▸ **Task to complete**:
Range to reproduce from the entries below: the line with "thumb tip: (1048, 789)", the line with "thumb mcp: (1142, 839)", and every line in between. Give them exactly and give nothing else.
□ □ □ □ □ □ □
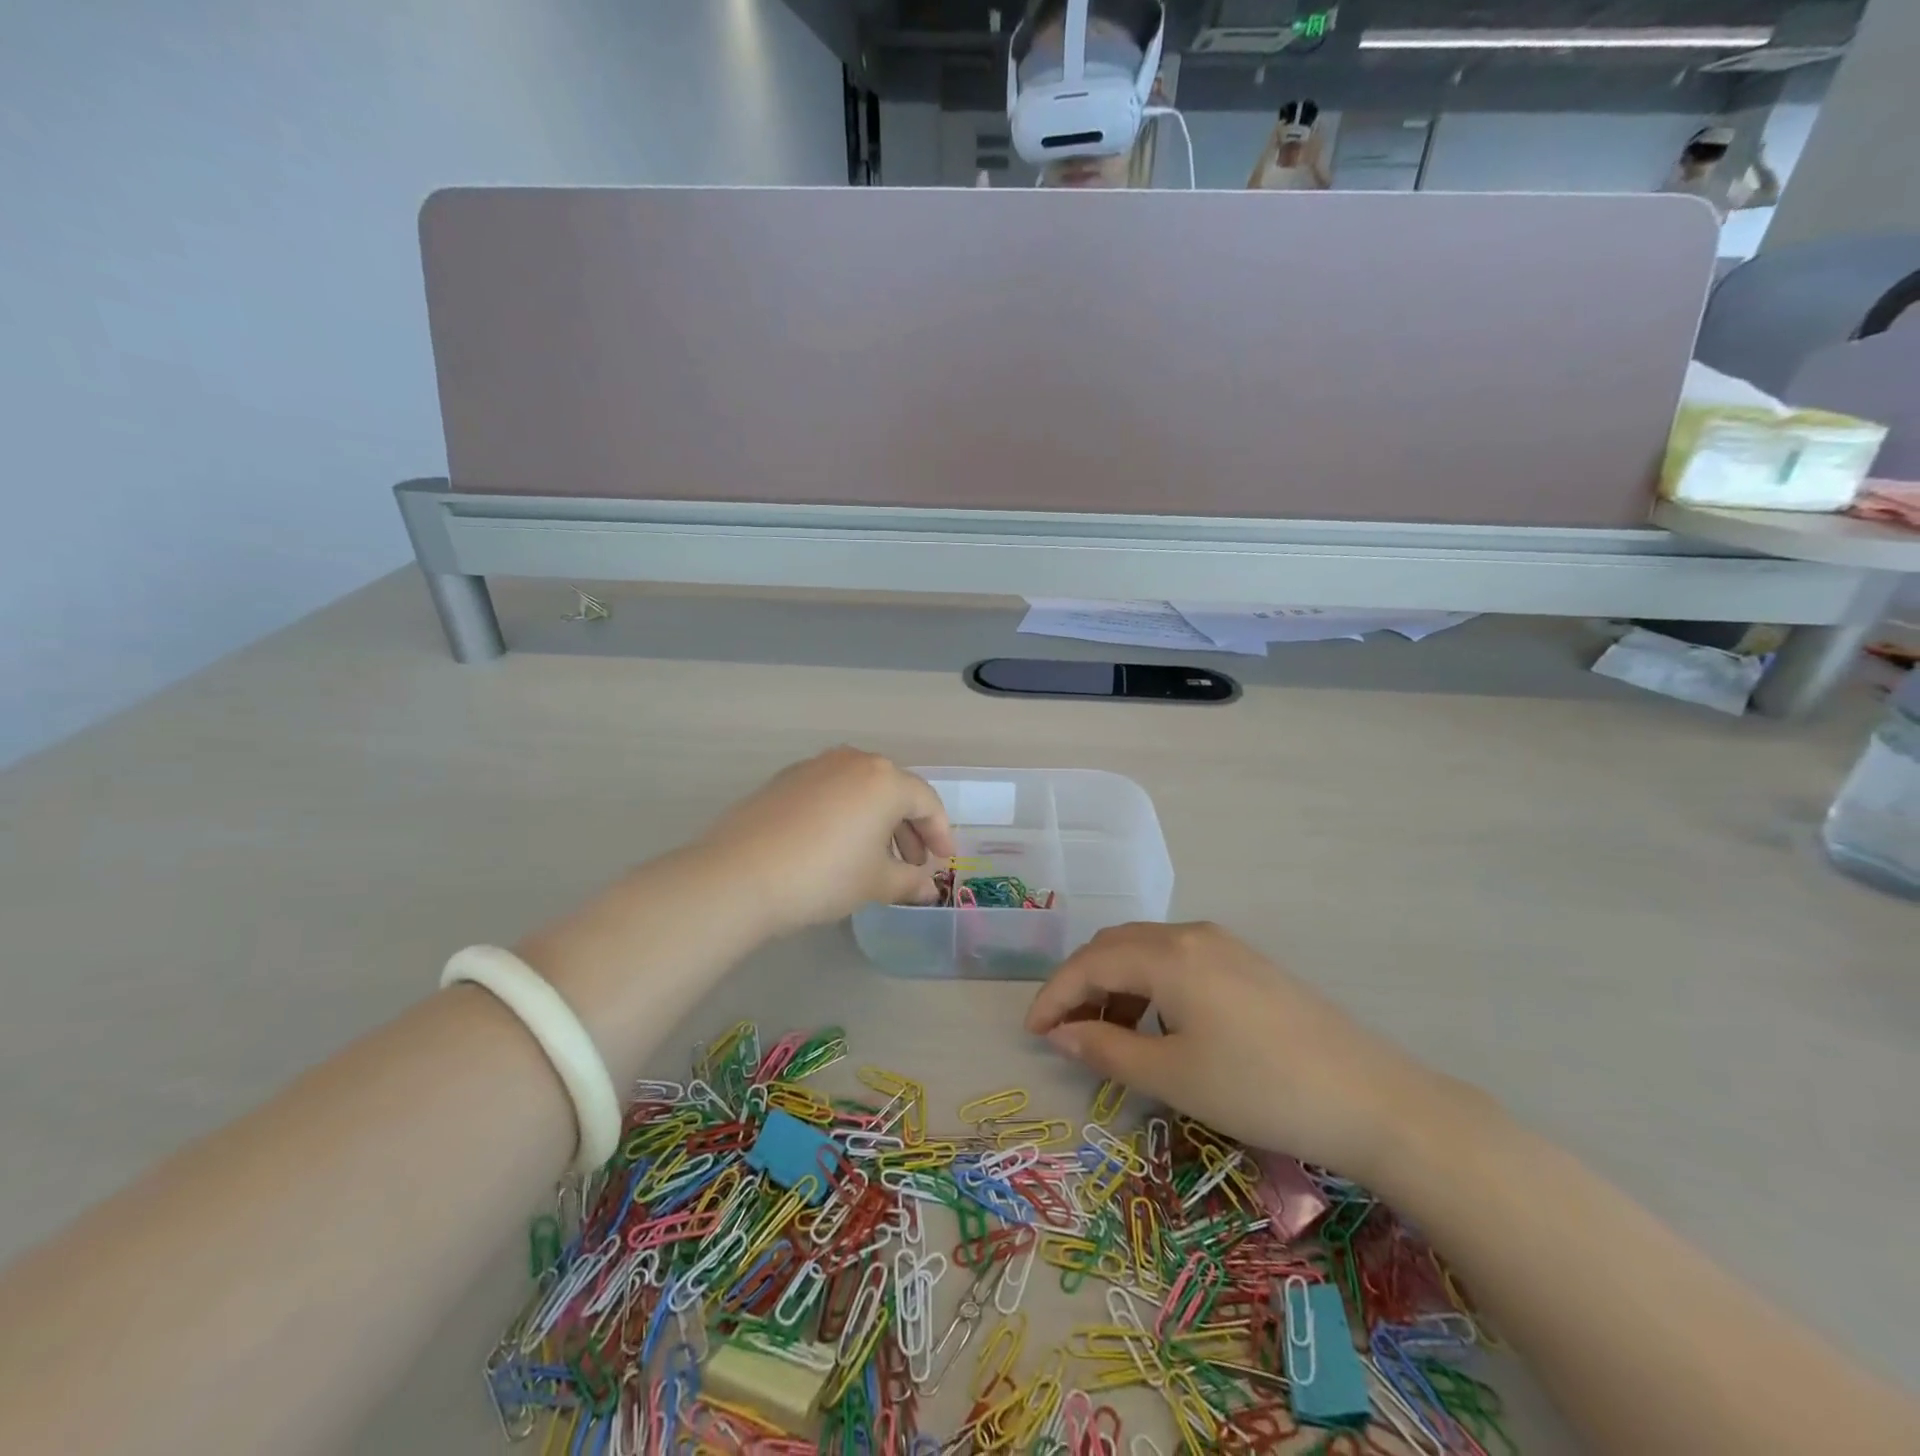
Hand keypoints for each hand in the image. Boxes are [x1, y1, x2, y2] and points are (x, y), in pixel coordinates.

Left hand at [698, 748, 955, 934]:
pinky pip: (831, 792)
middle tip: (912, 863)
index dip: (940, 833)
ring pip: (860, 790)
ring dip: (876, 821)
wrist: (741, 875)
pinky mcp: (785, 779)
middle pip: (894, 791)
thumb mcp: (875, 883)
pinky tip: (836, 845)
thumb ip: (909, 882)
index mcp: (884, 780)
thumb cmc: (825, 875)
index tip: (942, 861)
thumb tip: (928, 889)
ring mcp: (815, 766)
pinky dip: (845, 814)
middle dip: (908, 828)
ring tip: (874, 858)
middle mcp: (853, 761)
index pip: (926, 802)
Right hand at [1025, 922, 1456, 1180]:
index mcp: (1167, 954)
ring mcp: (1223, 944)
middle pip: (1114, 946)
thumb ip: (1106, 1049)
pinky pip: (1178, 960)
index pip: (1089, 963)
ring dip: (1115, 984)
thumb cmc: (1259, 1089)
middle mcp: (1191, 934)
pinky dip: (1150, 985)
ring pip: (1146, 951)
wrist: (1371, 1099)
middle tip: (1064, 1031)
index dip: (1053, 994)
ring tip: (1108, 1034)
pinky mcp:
□ □ □ □ □ □ □
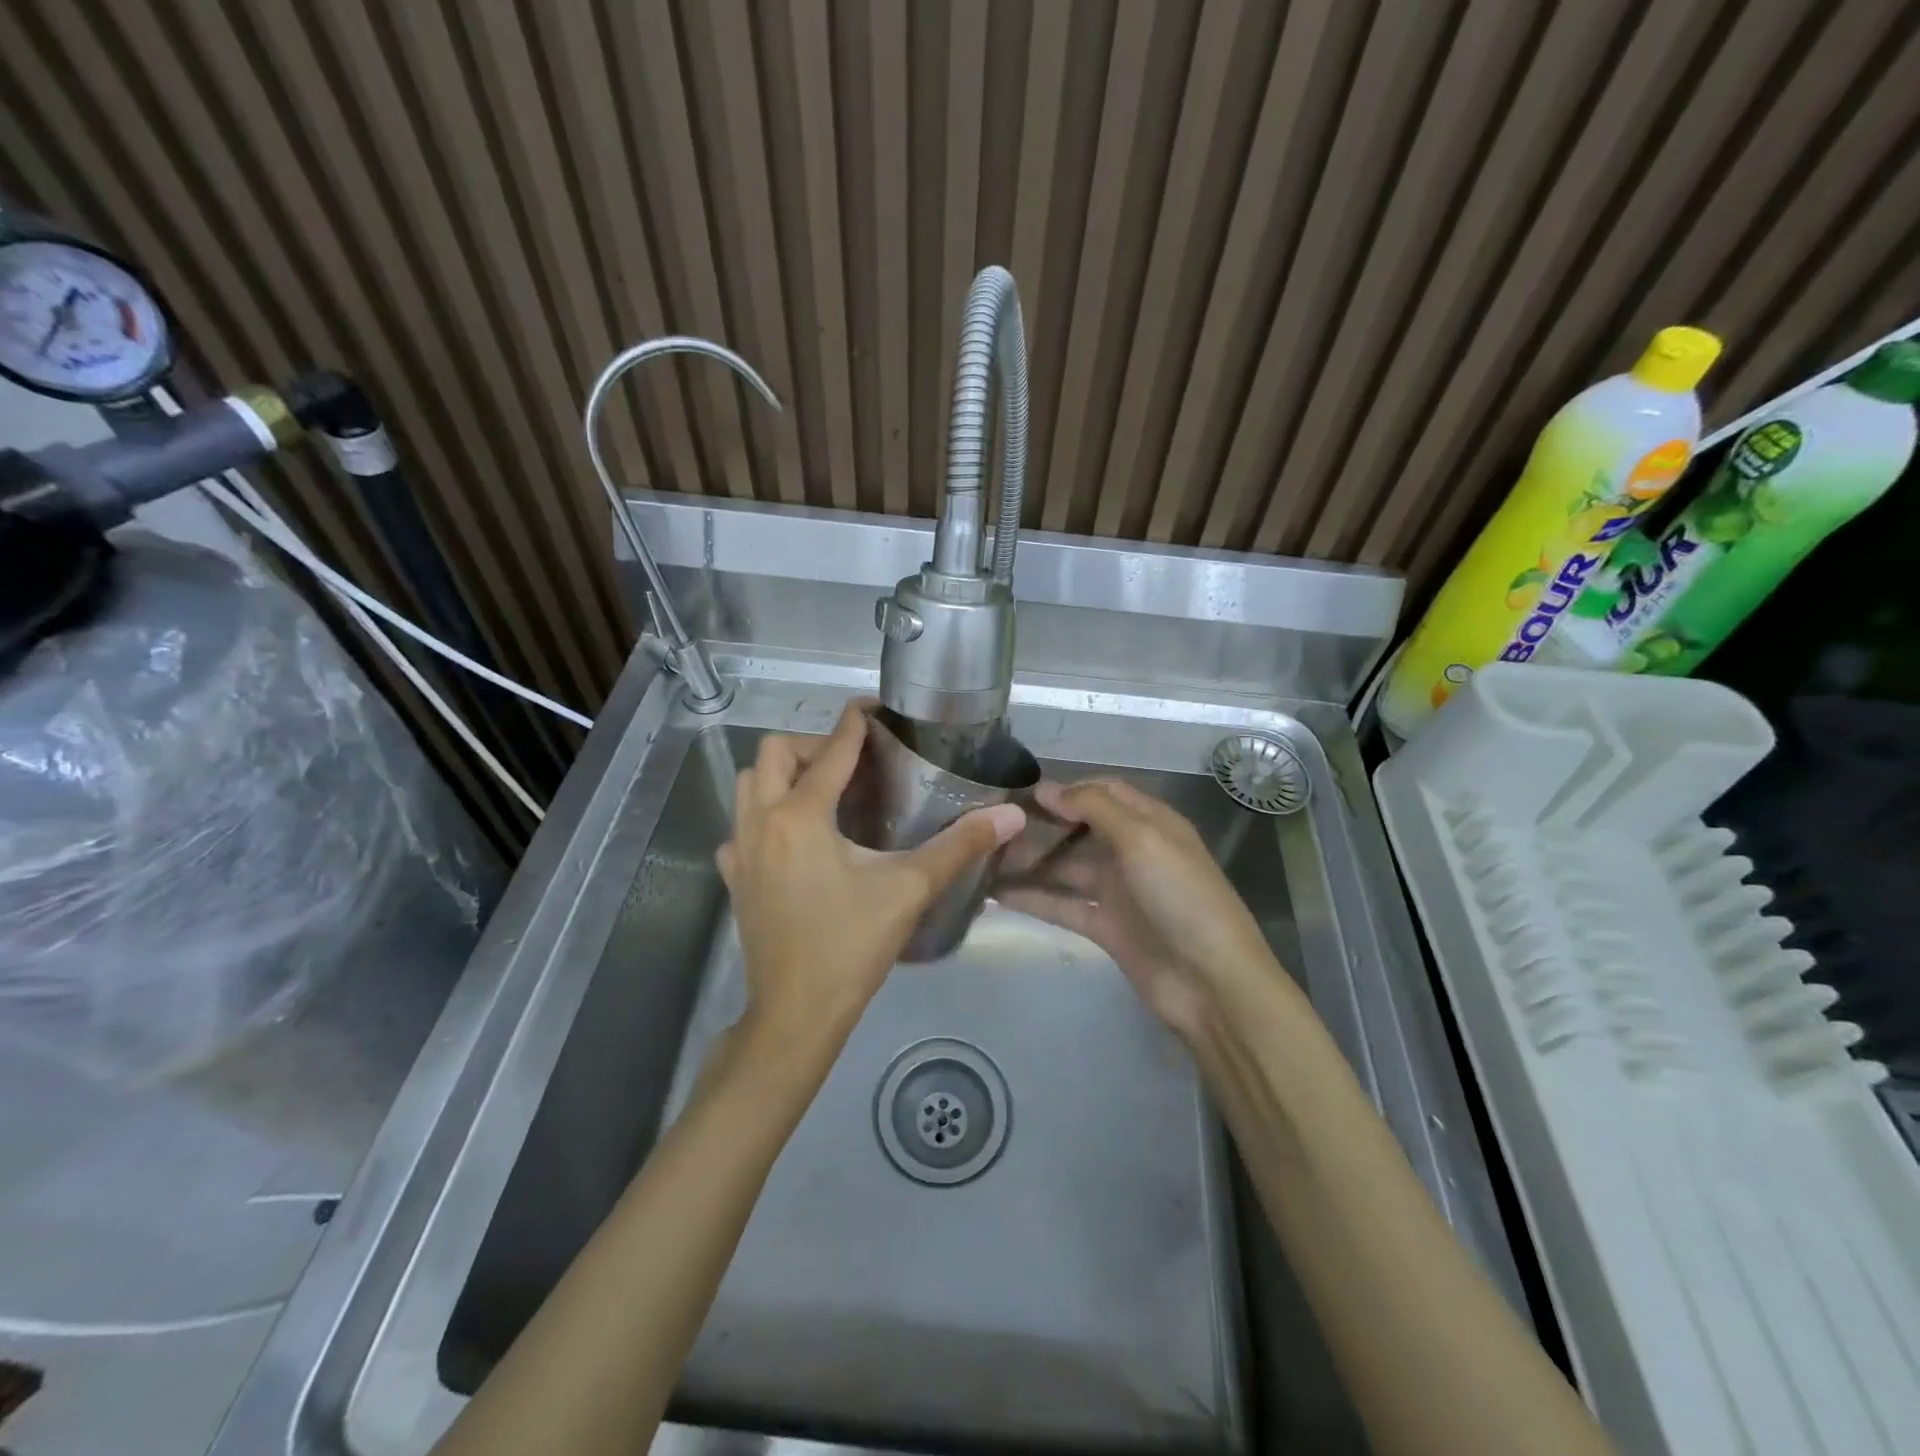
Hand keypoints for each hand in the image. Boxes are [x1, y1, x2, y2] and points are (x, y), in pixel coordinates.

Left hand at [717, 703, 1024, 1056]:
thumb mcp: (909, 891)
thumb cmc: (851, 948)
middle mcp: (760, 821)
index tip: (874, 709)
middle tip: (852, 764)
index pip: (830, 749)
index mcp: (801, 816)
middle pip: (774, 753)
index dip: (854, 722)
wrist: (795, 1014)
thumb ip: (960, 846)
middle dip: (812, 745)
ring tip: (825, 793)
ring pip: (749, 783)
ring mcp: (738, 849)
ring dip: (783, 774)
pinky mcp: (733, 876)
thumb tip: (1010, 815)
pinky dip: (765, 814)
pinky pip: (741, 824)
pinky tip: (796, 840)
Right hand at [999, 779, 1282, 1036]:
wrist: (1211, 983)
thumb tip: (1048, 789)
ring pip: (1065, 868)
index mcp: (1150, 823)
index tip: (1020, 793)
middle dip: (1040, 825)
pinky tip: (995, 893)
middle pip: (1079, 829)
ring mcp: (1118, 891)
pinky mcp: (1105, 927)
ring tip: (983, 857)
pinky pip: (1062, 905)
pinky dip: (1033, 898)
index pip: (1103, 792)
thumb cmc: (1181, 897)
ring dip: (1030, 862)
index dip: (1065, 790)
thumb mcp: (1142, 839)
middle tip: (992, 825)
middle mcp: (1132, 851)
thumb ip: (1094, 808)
□ □ □ □ □ □ □
▸ **Response area**:
thumb tip: (1048, 789)
ring pip: (1065, 868)
index mcp: (1150, 823)
index tip: (1020, 793)
middle dip: (1040, 825)
pinky tip: (995, 893)
middle pip: (1079, 829)
ring mcp: (1118, 891)
pinky mcp: (1105, 927)
ring tip: (983, 857)
pinky pip: (1062, 905)
pinky dip: (1033, 898)
index pip: (1103, 792)
thumb cmc: (1181, 897)
ring dip: (1030, 862)
index dip: (1065, 790)
thumb mcp: (1142, 839)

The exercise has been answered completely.